Un día aparecía con un reloj deportivo ultimo modelo. Al siguiente nos enseñaba a todos el cordón de oro y la esclava de plata que se había comprado. Otro, llegaba con un enorme equipo de música que ponía "a tope" para que se oyera en toda la compañía en el tiempo de descanso; o con la última camisa, pantalón, chaqueta o corbata que adquiría a medida en alguna de las boutiques que existían en Céuta. Recuerdo que le gustaban las corbatas.  Siempre se presentaba con gran vocerío y dándose importancia, como si pretendiera que todos se enteraran. Pero todo tenía su razón. Las alhajas y la buena ropa las utilizaba para impresionar a quienes con él trataban de negocios y a las putas que frecuentaba en los prostíbulos. Un domingo por la mañana montó un esperpento monumental en los baños de la compañía cuando se afeitaba las partes íntimas por haber contraído unas ladillas, cosa de la que nos enteramos todos los presentes gracias a sus exclamaciones y juramentos en voz alta. Después, tranquilamente, salió desnudo de los baños hacia su litera entre carcajadas propias y ajenas, mientras lucía sus atributos y nos invitaba a comprobar si aún quedaba en ellos algún inquilino molesto.

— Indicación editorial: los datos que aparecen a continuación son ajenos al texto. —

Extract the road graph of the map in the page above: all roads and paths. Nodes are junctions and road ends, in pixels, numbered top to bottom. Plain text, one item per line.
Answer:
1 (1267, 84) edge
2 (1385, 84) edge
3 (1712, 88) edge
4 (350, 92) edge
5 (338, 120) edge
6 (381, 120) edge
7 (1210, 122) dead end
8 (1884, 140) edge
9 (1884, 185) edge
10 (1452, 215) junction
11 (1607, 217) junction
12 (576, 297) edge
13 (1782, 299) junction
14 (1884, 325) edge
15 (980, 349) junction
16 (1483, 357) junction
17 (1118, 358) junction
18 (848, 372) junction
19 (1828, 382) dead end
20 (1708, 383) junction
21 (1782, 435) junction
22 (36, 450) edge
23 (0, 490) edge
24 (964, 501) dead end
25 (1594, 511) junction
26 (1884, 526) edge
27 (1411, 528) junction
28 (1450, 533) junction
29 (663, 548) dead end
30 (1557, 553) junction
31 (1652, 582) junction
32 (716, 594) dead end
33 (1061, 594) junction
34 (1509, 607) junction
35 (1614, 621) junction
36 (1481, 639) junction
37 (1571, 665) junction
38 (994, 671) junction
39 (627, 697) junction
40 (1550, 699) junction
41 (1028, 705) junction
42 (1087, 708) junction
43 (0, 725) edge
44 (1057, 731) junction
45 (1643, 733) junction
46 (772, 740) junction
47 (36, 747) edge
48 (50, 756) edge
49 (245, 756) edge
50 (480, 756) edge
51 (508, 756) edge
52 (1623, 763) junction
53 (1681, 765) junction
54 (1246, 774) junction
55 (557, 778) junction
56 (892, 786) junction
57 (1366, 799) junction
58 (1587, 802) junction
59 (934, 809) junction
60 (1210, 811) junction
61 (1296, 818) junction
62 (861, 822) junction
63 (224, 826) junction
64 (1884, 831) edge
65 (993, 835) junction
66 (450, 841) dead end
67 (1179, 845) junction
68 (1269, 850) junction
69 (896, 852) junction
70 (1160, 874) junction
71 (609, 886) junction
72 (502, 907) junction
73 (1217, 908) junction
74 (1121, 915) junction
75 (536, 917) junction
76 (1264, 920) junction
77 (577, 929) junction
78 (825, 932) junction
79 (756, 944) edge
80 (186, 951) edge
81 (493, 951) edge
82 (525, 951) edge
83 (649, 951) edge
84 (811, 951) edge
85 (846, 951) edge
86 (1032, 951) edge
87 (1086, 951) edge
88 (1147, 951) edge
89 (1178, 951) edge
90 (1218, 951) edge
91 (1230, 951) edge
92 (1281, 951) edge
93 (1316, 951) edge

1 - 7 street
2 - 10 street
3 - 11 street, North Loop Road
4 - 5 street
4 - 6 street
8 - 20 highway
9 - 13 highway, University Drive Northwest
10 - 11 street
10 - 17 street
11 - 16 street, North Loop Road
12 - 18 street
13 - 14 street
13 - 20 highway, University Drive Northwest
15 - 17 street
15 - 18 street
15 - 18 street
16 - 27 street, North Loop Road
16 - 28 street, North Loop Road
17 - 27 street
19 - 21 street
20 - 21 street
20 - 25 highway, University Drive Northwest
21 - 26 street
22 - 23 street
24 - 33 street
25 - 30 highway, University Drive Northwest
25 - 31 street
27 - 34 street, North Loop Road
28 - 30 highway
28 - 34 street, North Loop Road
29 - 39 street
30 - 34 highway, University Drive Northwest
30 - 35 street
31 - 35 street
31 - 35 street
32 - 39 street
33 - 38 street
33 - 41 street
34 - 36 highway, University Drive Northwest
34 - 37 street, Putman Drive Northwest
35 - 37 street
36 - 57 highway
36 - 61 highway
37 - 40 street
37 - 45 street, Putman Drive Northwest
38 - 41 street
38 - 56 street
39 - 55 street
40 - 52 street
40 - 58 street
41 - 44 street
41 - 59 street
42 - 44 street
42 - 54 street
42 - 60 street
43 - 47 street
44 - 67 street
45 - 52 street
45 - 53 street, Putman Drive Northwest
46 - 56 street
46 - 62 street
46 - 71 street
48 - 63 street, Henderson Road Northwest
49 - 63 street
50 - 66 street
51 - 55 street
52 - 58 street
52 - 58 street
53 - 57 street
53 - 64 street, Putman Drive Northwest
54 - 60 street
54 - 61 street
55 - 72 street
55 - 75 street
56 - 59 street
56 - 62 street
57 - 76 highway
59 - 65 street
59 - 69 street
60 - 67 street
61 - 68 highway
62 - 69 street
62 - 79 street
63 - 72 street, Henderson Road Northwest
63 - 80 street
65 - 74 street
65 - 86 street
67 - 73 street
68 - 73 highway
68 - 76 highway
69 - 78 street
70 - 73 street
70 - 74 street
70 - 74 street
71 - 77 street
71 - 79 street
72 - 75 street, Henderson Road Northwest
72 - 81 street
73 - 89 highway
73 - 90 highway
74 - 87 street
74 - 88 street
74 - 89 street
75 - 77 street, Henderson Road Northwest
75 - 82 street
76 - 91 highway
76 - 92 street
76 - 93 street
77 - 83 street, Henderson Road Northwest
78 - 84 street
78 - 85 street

Tenía buena planta. Su cuerpo era robusto y bien formado. En el rostro, no demasiado agraciado, destacaban grandes y carnosos labios que cuando se abrían dejaban entrever una dentadura echada a perder por la piorrea temprana, cuya oscuridad trataba de disimular con un diente de oro que daba cierto brillo a su sonrisa.
Dos grandes ojos verdes, inquietos y controladores, lucían por encima de su nariz ancha, ligeramente respingona; y un pelo rubio y revoltoso, al que mantenía a raya con periódicos cortes, cubría su cabeza. Tiraba una aire al Mick Jagger, el vocalista de los Stones. Además era un tipo extrovertido que se mostraba y movía con desparpajo, que no se cortaba con nada ni con nadie, y que imprimía un ritmo frenético y desenfadado a su vida. Eso sí, controlando al máximo su relación con el alcohol y otras sustancias que no fueran hachís.
Cuando sonaba con fuerza la música en el barracón, todos sabíamos que Chimeno se encontraba allí. Era su forma de comunicar a los clientes que el mercado estaba abierto. Empezó siendo nuestro principal proveedor de hachís dentro del cuartel, pero sus tentáculos llegaban más allá de la compañía. 









Después de lo ocurrido con la entrega, todas mis iras se volvieron hacia él, que trató de evitarme en la medida que le fue posible. Pero al final, tras mi insistente petición de explicaciones, me esquivó diciendo que todos pasábamos por la misma situación. Y que no me preocupara, pues si todo estaba correcto, no habría problema para cobrar.
No me quedaba otra que dejarlo correr.